When asked to select examples of best practice in marine and coastal projects Diyar Al Muharraq was mentioned due to an excellent design that considers all critical aspects such as durability, flushing, impacts on surroundings, constructability and value engineering and the Pearl Qatar as a good example of what a water front development can offer to residents and visitors.
Dr. Benno would like to wait for the impact of developments to be assessed for environmental impact before passing judgment. He commented that "Until now, regretfully, I have seen quite a lot coastal projects with a lack of environmental consideration, even though, many of them claim they have excellent designs. However, the good news is environmental awareness in the Gulf exists at a good level - it now depends on the good performance of all sectors of society to make the best out of the knowledge that we have.
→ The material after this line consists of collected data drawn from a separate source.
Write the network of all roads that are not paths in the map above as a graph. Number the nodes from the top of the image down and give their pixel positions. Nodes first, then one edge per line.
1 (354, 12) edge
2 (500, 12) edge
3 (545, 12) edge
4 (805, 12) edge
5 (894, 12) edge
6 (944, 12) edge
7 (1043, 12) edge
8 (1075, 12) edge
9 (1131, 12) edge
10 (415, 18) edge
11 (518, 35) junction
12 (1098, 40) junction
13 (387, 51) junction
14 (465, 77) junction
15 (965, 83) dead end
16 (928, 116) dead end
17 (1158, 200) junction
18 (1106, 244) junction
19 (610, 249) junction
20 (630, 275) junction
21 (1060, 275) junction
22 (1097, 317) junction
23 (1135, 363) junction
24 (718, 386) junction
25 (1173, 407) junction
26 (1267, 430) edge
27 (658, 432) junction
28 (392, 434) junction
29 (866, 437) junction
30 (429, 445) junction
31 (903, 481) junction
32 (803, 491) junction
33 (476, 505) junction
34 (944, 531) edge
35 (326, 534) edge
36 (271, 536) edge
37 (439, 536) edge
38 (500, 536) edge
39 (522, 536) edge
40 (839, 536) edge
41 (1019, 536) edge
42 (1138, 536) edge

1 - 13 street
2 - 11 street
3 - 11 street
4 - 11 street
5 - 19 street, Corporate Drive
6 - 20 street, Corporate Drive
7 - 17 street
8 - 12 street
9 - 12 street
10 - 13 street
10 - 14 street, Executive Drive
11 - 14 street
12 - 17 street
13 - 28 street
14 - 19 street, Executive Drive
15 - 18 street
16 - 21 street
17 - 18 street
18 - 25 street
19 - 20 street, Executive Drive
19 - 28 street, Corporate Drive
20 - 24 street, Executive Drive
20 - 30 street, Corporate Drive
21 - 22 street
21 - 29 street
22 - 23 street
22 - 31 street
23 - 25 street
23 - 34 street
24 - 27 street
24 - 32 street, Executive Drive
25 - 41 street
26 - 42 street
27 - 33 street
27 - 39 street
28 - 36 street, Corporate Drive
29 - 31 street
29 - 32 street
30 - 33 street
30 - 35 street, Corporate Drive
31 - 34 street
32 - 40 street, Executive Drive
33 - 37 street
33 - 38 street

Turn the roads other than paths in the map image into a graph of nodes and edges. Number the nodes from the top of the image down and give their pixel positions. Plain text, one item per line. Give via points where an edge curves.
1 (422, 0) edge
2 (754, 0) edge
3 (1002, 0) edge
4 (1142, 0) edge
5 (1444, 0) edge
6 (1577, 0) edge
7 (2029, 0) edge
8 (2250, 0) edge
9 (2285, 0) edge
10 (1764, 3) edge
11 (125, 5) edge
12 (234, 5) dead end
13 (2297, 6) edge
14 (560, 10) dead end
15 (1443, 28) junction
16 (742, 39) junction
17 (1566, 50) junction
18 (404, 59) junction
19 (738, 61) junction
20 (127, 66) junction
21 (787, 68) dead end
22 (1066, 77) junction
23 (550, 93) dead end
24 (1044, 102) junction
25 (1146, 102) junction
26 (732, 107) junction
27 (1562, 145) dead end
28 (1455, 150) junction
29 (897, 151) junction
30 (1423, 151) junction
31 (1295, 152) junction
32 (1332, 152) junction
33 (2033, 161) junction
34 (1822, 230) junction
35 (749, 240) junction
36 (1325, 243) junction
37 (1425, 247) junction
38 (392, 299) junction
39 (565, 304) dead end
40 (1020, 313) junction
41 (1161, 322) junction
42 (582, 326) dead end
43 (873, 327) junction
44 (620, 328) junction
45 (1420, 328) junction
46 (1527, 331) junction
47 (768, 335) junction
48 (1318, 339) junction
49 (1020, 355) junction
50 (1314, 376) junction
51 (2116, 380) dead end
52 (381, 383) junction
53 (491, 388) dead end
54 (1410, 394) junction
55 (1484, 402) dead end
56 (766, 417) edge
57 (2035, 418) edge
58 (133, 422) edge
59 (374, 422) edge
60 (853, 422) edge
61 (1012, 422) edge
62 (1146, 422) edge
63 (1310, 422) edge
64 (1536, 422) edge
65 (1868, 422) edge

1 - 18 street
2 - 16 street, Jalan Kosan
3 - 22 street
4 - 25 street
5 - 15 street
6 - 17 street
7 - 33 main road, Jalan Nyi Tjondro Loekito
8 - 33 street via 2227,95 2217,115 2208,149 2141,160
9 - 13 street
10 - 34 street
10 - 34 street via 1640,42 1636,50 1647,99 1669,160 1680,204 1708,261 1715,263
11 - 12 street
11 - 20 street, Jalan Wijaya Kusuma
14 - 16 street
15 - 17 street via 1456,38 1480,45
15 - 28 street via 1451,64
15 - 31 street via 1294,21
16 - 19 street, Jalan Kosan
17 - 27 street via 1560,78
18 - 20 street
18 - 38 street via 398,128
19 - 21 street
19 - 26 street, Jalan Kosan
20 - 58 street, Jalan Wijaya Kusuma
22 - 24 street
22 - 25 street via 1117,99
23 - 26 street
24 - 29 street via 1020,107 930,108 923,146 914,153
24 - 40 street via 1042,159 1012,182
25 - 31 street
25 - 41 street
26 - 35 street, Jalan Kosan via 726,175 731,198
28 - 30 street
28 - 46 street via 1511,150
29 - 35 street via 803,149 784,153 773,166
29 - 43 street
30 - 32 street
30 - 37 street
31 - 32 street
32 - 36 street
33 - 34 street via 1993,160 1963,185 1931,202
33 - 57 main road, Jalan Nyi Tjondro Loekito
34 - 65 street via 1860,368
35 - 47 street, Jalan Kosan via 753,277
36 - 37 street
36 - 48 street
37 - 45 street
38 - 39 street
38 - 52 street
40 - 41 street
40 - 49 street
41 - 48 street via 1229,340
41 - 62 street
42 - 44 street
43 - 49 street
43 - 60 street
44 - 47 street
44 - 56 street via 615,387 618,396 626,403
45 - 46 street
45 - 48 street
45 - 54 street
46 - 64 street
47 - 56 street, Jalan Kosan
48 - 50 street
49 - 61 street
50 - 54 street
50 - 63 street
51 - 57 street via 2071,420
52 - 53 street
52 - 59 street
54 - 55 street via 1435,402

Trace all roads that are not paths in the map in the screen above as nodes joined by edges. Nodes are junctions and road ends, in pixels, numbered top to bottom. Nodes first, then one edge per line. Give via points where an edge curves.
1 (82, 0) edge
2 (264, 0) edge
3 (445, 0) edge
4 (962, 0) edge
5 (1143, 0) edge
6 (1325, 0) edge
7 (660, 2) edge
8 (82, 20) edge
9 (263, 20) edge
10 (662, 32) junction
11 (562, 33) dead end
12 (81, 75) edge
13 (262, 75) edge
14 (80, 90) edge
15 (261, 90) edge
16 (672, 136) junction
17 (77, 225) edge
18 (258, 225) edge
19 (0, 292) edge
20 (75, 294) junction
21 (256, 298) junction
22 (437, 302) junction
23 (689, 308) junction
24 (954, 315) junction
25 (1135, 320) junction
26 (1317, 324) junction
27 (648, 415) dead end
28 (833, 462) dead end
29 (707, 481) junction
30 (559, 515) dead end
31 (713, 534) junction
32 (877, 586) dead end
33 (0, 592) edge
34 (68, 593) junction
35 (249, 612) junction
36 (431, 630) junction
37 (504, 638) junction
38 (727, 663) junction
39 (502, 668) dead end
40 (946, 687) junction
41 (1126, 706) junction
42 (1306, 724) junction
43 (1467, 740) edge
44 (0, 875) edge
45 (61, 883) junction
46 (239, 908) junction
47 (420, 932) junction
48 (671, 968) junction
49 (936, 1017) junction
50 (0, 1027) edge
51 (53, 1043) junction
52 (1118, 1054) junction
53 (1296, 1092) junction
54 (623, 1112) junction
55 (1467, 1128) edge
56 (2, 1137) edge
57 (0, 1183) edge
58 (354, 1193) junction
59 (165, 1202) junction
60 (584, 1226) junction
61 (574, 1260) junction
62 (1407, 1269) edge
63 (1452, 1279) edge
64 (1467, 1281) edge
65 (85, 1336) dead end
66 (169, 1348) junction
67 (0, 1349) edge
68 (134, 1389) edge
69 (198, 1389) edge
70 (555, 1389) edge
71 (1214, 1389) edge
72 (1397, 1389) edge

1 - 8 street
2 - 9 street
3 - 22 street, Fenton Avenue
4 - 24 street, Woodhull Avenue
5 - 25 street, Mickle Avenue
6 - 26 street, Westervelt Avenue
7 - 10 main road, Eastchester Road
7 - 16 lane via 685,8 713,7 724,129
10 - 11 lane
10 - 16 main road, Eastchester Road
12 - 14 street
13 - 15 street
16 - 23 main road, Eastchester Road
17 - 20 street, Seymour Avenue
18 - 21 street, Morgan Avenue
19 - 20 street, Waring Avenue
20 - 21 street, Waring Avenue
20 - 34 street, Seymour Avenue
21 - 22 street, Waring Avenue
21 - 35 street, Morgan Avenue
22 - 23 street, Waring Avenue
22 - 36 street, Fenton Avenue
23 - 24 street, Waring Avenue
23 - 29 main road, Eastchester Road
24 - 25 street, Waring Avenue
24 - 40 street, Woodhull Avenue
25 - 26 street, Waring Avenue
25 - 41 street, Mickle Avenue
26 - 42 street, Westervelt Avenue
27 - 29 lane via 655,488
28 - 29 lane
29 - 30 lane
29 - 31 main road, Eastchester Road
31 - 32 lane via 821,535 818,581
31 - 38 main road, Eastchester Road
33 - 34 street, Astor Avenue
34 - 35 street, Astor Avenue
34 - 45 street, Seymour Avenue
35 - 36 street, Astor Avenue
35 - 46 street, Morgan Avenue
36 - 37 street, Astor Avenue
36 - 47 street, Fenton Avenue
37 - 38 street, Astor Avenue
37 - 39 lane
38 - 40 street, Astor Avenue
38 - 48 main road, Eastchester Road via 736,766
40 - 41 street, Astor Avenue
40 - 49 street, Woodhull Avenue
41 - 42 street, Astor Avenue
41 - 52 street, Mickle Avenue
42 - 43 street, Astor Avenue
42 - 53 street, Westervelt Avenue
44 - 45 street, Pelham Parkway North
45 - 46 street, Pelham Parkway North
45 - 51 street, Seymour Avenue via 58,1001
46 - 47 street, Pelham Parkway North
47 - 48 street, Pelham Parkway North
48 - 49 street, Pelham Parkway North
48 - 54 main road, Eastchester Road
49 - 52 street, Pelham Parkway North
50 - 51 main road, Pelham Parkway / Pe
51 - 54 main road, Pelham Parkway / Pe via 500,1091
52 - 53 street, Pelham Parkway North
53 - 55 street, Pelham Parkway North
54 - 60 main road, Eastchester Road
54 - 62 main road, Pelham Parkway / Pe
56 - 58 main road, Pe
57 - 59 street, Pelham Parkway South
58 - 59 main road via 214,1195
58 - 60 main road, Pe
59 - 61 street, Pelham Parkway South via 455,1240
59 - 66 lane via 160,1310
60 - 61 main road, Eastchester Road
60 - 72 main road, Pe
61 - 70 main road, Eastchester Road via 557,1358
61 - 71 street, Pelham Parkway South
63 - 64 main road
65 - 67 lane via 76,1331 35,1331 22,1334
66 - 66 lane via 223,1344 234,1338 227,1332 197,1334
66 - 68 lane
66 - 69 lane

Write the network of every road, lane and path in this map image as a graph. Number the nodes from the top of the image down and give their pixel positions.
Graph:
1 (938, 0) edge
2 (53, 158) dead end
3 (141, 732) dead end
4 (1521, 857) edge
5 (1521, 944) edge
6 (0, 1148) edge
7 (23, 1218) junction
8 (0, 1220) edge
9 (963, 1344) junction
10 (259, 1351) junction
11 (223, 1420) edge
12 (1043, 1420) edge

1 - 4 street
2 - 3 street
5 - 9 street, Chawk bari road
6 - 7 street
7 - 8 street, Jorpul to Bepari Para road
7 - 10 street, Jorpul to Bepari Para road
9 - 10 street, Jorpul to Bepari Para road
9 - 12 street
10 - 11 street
UNESCO Biosphere Reserves can most certainly play a leading role, as long as they receive good support by the concerned authorities. The public and private sector show very good support, and I laud them for that, and I call on others to join this important process. Some of the environment agencies in the Gulf are already performing very well, whereas others could show a lot more interest, and they could do a lot more and much faster. UNESCO is ready to assist."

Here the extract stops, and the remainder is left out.